Task objective –
Retype, word for word, the lines from the first line of the entries through the line that holds "middle tip: (349, 189)"; leave out the pictures.
━━━ Data for this task
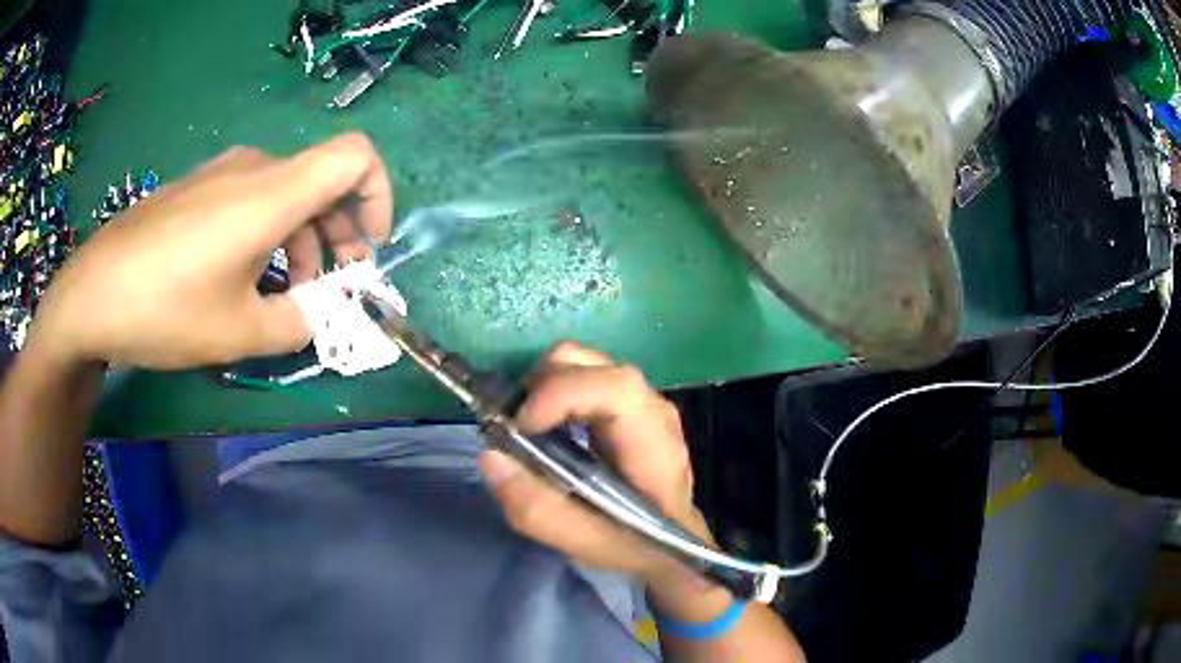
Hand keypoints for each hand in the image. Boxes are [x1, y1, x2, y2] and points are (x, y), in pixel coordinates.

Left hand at [30, 132, 392, 369]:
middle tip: (329, 291)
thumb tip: (321, 316)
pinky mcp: (197, 187)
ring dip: (301, 240)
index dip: (378, 195)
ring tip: (284, 295)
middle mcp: (253, 168)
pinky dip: (267, 233)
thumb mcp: (238, 333)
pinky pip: (250, 198)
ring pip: (286, 193)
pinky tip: (242, 277)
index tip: (367, 248)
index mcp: (272, 193)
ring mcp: (220, 173)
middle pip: (322, 182)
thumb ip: (298, 323)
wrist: (92, 294)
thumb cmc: (165, 309)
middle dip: (339, 235)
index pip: (356, 156)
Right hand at [480, 342, 710, 582]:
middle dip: (542, 385)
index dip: (562, 394)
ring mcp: (642, 401)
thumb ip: (537, 509)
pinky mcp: (627, 402)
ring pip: (585, 363)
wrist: (672, 545)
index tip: (519, 425)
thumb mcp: (583, 543)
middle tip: (514, 427)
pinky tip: (546, 426)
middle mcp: (653, 410)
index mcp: (655, 445)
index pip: (616, 390)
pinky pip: (584, 375)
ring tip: (527, 428)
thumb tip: (491, 456)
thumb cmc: (634, 545)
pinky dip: (553, 390)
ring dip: (544, 386)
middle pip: (593, 365)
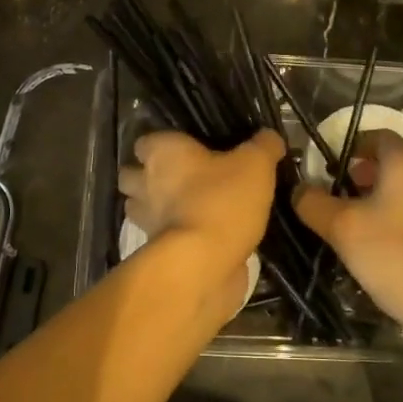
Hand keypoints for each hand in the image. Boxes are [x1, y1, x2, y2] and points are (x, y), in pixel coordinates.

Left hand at [119, 130, 283, 281]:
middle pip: (133, 175)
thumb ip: (263, 146)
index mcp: (162, 153)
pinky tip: (198, 233)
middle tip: (183, 178)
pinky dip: (172, 234)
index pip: (144, 142)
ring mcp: (146, 220)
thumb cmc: (222, 200)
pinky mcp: (155, 251)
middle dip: (148, 177)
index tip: (185, 150)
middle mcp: (144, 183)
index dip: (160, 145)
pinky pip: (160, 236)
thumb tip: (269, 138)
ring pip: (140, 207)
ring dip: (156, 207)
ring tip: (188, 206)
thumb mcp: (255, 164)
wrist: (204, 263)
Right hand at [294, 131, 402, 346]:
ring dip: (390, 187)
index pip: (375, 135)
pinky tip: (391, 237)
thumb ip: (313, 203)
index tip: (329, 171)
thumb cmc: (397, 258)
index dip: (350, 148)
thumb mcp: (342, 229)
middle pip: (399, 153)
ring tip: (365, 215)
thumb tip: (299, 189)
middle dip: (372, 166)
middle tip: (349, 189)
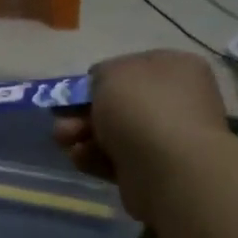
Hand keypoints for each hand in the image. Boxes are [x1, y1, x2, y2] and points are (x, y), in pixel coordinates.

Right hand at [54, 50, 228, 219]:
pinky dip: (95, 158)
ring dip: (82, 136)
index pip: (130, 68)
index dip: (98, 80)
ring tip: (65, 142)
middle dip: (82, 113)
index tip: (71, 94)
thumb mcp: (111, 73)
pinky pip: (117, 159)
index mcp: (175, 67)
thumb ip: (100, 74)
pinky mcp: (153, 170)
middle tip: (61, 122)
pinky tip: (81, 159)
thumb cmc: (141, 108)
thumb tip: (100, 86)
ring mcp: (166, 137)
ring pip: (113, 133)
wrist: (168, 167)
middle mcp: (175, 100)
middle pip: (118, 104)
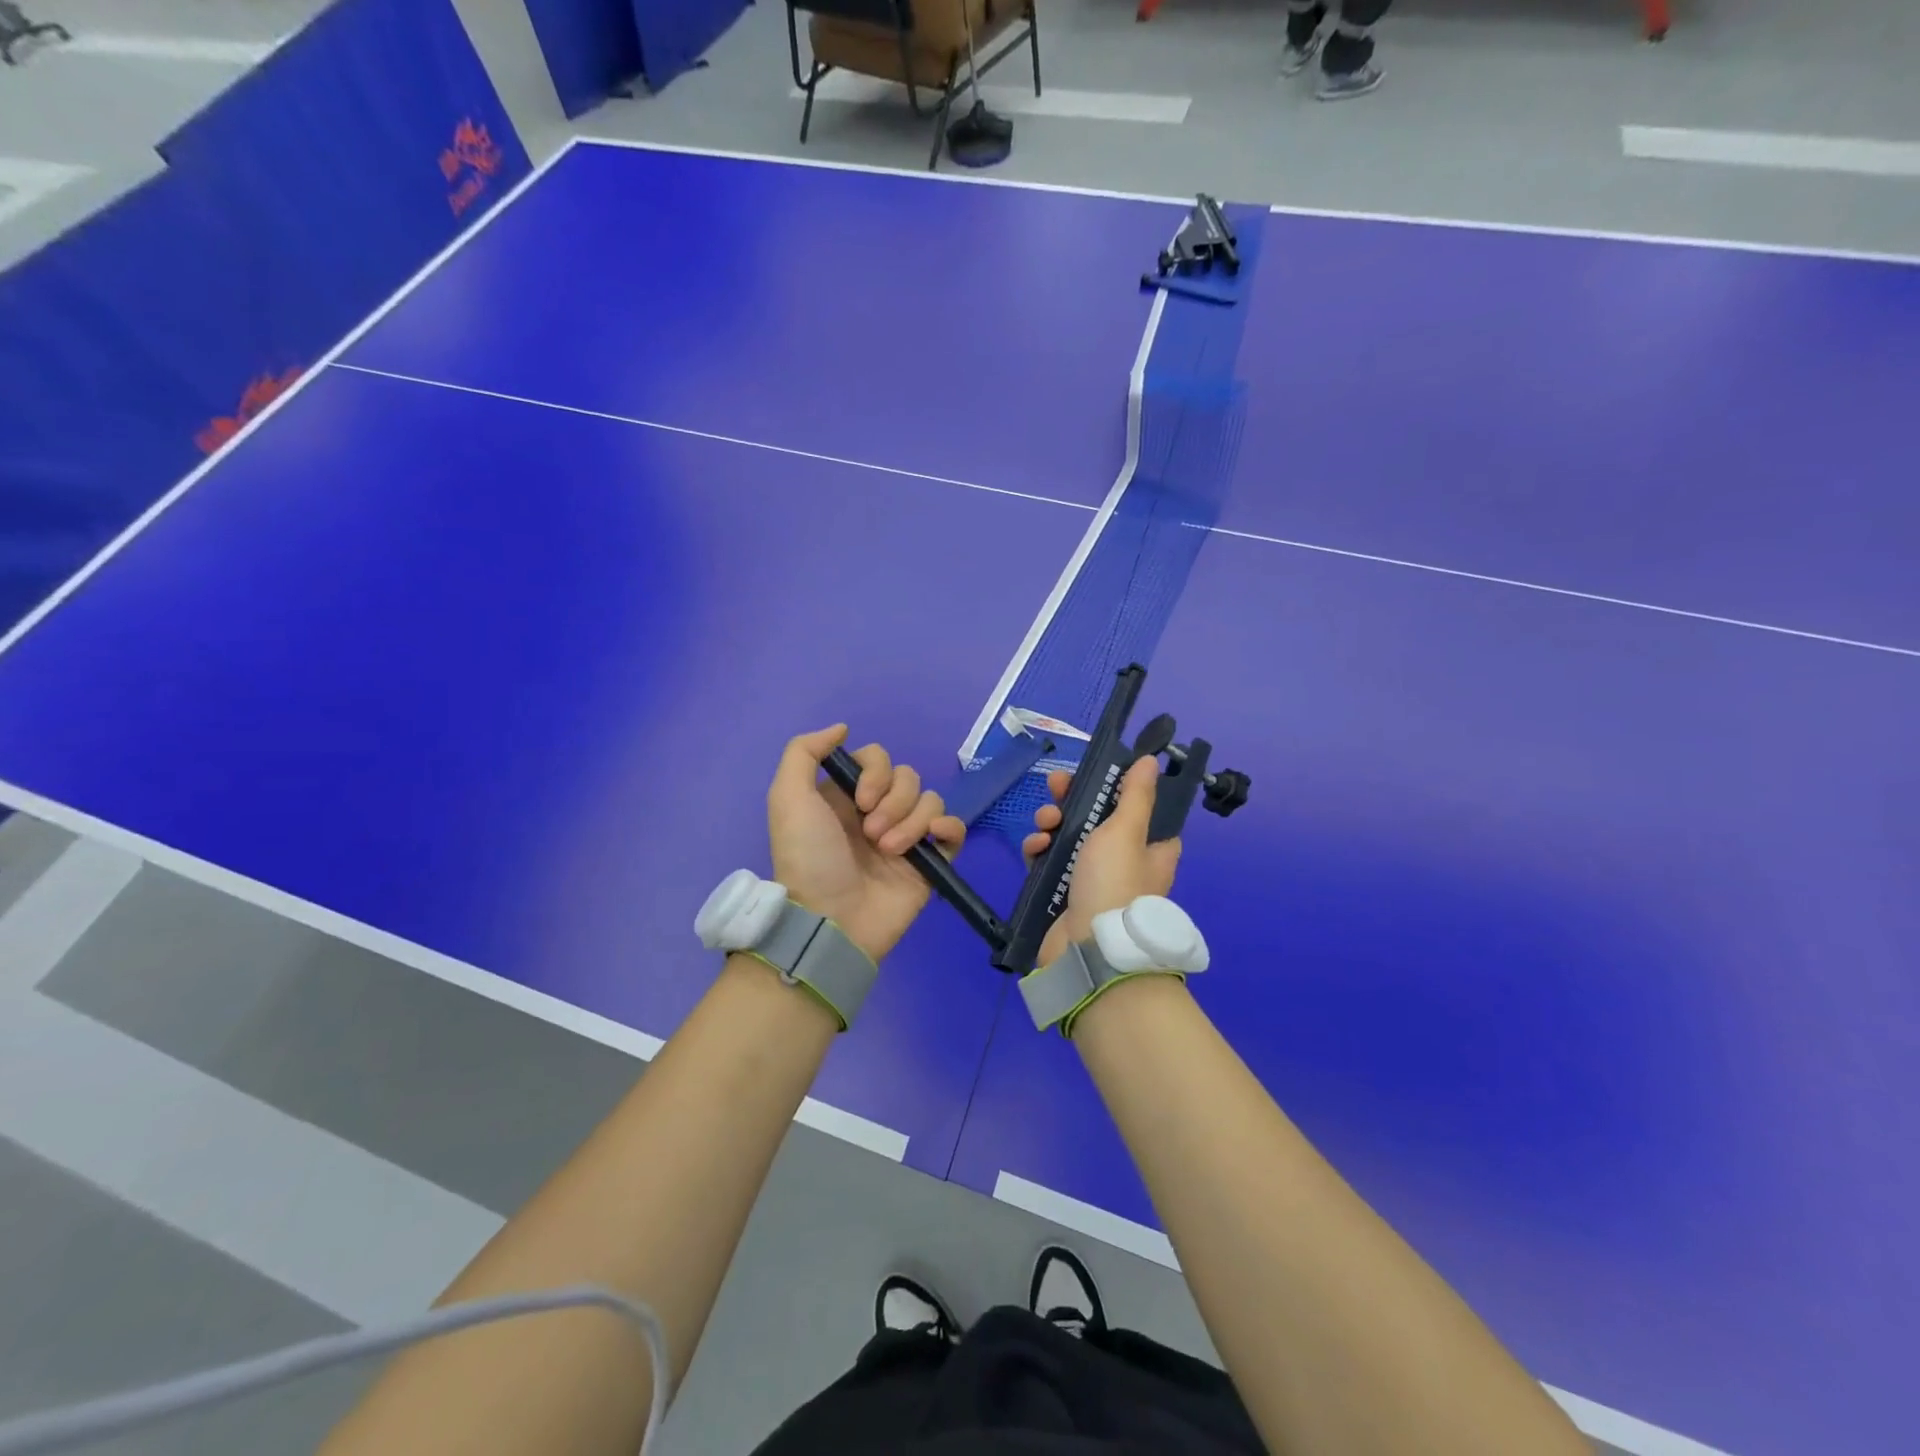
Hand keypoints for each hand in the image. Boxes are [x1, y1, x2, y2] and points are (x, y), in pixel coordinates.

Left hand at [766, 725, 963, 962]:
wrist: (831, 921)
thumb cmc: (808, 858)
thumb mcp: (787, 799)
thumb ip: (804, 752)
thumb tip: (842, 728)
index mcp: (846, 795)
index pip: (878, 758)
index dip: (875, 772)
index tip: (860, 799)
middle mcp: (877, 812)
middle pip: (907, 777)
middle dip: (894, 801)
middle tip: (872, 834)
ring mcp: (905, 837)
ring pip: (930, 800)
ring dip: (912, 821)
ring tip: (889, 851)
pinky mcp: (929, 862)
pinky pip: (953, 829)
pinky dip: (947, 828)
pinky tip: (931, 841)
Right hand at [1024, 755, 1180, 967]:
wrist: (1089, 949)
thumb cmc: (1114, 883)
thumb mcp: (1127, 830)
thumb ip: (1135, 795)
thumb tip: (1150, 761)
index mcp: (1151, 848)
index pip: (1141, 809)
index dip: (1119, 788)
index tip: (1099, 772)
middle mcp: (1125, 862)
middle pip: (1098, 818)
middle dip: (1074, 799)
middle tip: (1056, 785)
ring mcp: (1093, 879)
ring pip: (1069, 837)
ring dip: (1053, 823)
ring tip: (1044, 823)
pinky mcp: (1064, 894)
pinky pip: (1049, 862)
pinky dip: (1040, 851)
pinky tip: (1033, 848)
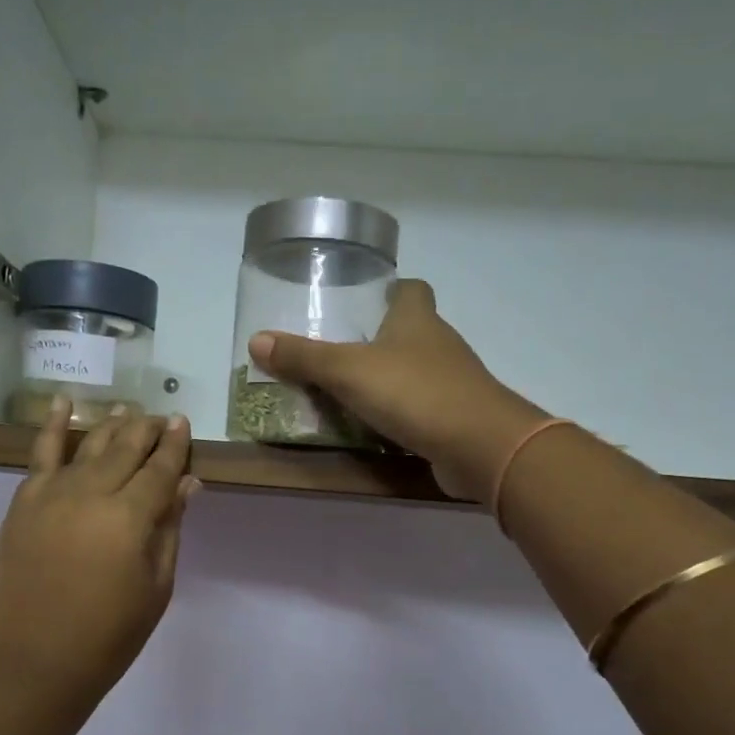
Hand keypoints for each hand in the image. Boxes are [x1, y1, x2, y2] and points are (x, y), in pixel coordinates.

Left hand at [0, 399, 198, 718]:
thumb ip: (170, 528)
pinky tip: (62, 404)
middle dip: (146, 429)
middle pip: (125, 447)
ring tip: (127, 411)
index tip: (183, 423)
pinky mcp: (23, 503)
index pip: (160, 468)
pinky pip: (39, 454)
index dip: (174, 445)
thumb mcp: (156, 586)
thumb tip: (187, 483)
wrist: (35, 664)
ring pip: (87, 444)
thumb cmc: (109, 635)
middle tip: (160, 418)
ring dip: (111, 424)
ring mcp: (51, 494)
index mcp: (129, 517)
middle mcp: (90, 492)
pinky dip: (52, 426)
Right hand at [248, 279, 547, 501]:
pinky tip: (373, 425)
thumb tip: (256, 340)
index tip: (361, 301)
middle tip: (337, 351)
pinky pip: (420, 406)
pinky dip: (399, 412)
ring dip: (386, 378)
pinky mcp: (454, 417)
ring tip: (345, 391)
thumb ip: (304, 357)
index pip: (410, 289)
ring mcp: (451, 382)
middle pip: (410, 330)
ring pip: (414, 370)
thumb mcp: (348, 371)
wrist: (478, 445)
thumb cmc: (414, 392)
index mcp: (417, 319)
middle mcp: (439, 344)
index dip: (389, 290)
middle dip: (378, 338)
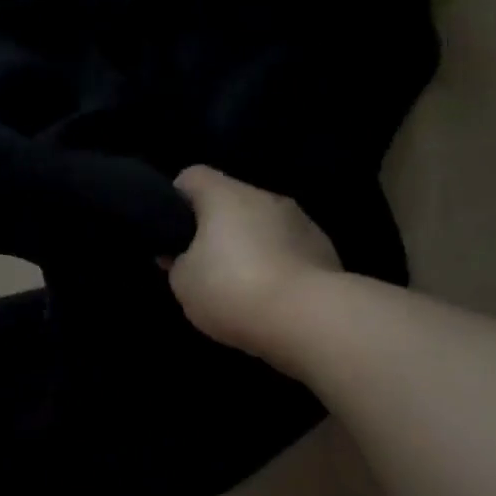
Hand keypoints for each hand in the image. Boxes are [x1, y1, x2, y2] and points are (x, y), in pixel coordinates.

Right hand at [166, 166, 342, 358]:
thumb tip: (181, 255)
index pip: (192, 176)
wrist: (308, 318)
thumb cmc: (232, 290)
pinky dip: (276, 263)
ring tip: (241, 285)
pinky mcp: (324, 248)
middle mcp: (264, 197)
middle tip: (202, 265)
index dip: (176, 198)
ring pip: (262, 224)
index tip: (172, 231)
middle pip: (230, 201)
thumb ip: (176, 262)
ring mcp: (300, 220)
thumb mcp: (183, 282)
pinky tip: (270, 295)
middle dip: (215, 228)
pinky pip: (288, 247)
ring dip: (249, 245)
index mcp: (225, 196)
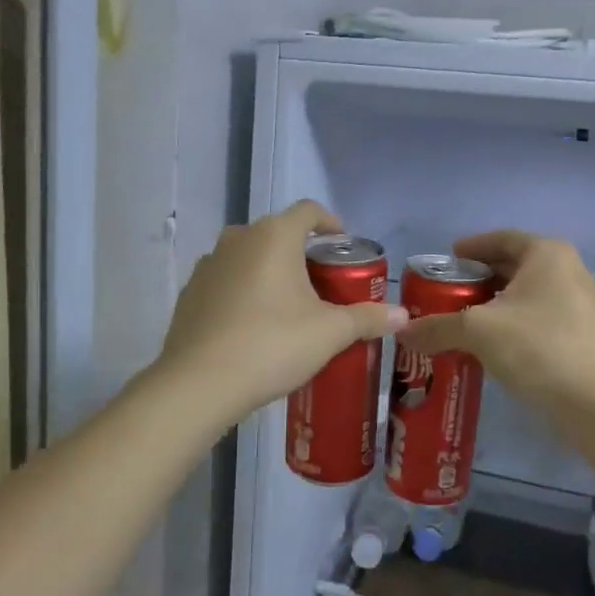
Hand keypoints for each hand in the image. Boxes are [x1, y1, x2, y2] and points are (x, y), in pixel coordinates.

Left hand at [155, 201, 407, 428]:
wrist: (199, 384)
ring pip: (248, 256)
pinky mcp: (190, 292)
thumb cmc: (272, 345)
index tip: (343, 244)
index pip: (308, 211)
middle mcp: (238, 239)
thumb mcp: (329, 333)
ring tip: (288, 305)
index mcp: (274, 237)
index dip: (330, 223)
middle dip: (301, 252)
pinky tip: (252, 324)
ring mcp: (208, 265)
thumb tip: (404, 315)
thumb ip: (367, 318)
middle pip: (277, 233)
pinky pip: (226, 281)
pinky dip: (243, 291)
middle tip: (322, 283)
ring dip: (269, 271)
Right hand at [397, 231, 594, 418]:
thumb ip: (437, 327)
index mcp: (547, 254)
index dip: (472, 247)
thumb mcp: (478, 332)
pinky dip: (515, 322)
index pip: (502, 238)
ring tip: (465, 319)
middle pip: (515, 265)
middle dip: (481, 278)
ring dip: (497, 303)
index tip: (448, 259)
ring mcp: (582, 303)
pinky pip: (541, 316)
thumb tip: (401, 331)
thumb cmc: (538, 348)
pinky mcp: (585, 334)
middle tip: (449, 292)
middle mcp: (569, 270)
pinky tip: (493, 344)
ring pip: (528, 293)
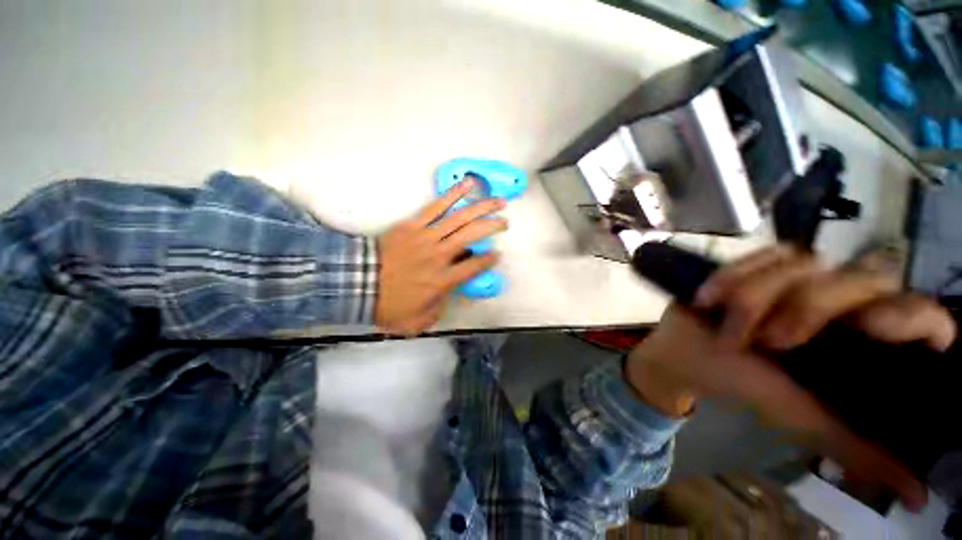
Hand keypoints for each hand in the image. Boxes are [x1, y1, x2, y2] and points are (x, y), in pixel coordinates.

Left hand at [375, 178, 506, 334]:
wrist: (355, 284)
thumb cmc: (388, 305)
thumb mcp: (416, 322)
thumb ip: (436, 312)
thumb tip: (446, 298)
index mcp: (442, 280)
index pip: (474, 267)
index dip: (488, 260)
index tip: (496, 255)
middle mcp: (440, 256)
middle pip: (472, 236)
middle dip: (492, 226)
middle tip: (504, 222)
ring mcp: (427, 237)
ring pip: (460, 218)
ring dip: (482, 207)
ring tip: (497, 200)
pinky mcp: (413, 225)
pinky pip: (436, 207)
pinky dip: (453, 194)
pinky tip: (468, 184)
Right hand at [625, 245, 955, 509]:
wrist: (690, 352)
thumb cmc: (748, 385)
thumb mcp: (804, 420)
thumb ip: (858, 451)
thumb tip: (917, 497)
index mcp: (868, 341)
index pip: (924, 315)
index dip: (911, 316)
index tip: (869, 330)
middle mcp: (849, 302)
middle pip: (861, 278)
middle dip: (807, 309)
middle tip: (769, 342)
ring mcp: (805, 276)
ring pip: (805, 265)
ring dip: (755, 299)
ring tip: (730, 327)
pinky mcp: (764, 262)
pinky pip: (763, 254)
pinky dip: (734, 276)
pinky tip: (712, 298)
━━━━━━
Response to this task –
Hand keypoints for each hand in the image. Boxes are [x1, y1, x2, y2] and points are (x, y), in pixel coordinates.

Left hand at [30, 132, 392, 369]:
middle tip: (329, 291)
thumb tip: (321, 316)
pinky mcp: (197, 187)
ring dip: (301, 240)
index dip: (378, 195)
ring tip: (284, 295)
middle mcp: (253, 168)
pinky dip: (267, 233)
thumb mcp: (238, 333)
pinky pip: (250, 198)
ring pip: (286, 193)
pinky tip: (242, 277)
index tip: (367, 248)
index mcp: (272, 193)
ring mcp: (220, 173)
middle pip: (322, 182)
thumb ip: (298, 323)
wrist: (92, 294)
thumb cmc: (165, 309)
middle dip: (339, 235)
index pip: (356, 156)
Right hand at [480, 342, 710, 582]:
middle dip: (542, 385)
index dip: (562, 394)
ring mcp: (642, 401)
thumb ip: (537, 509)
pinky mcp: (627, 402)
ring pip: (585, 363)
wrist: (672, 545)
index tip: (519, 425)
thumb mcp: (583, 543)
middle tip: (514, 427)
pinky tip: (546, 426)
middle mcp: (653, 410)
index mcp: (655, 445)
index pip: (616, 390)
pinky pip: (584, 375)
ring tip: (527, 428)
thumb tip: (491, 456)
thumb cmc: (634, 545)
pinky dip: (553, 390)
ring dip: (544, 386)
middle pip: (593, 365)
Hand keypoints for each hand in the image. Boxes are [x1, y1, x2, y2] and points are (x, y), in pixel coordinates.

Left hand at [119, 130, 283, 281]:
middle pip: (133, 175)
thumb ip: (263, 146)
index mcp: (162, 153)
pinky tip: (198, 233)
middle tip: (183, 178)
pinky dip: (172, 234)
index pip: (144, 142)
ring mcp: (146, 220)
thumb cmc: (222, 200)
pinky mcp: (155, 251)
middle dip: (148, 177)
index tip: (185, 150)
middle mcp: (144, 183)
index dip: (160, 145)
pinky pip: (160, 236)
thumb tip: (269, 138)
ring pip: (140, 207)
ring dip: (156, 207)
ring tip: (188, 206)
thumb mcp: (255, 164)
wrist: (204, 263)
Right hand at [294, 131, 402, 346]:
ring dip: (390, 187)
index pip: (375, 135)
pinky tip: (391, 237)
thumb ip: (313, 203)
index tip: (329, 171)
thumb cmc: (397, 258)
index dip: (350, 148)
thumb mcp: (342, 229)
middle pip: (399, 153)
ring tip: (365, 215)
thumb tip: (299, 189)
middle dip: (372, 166)
middle tip: (349, 189)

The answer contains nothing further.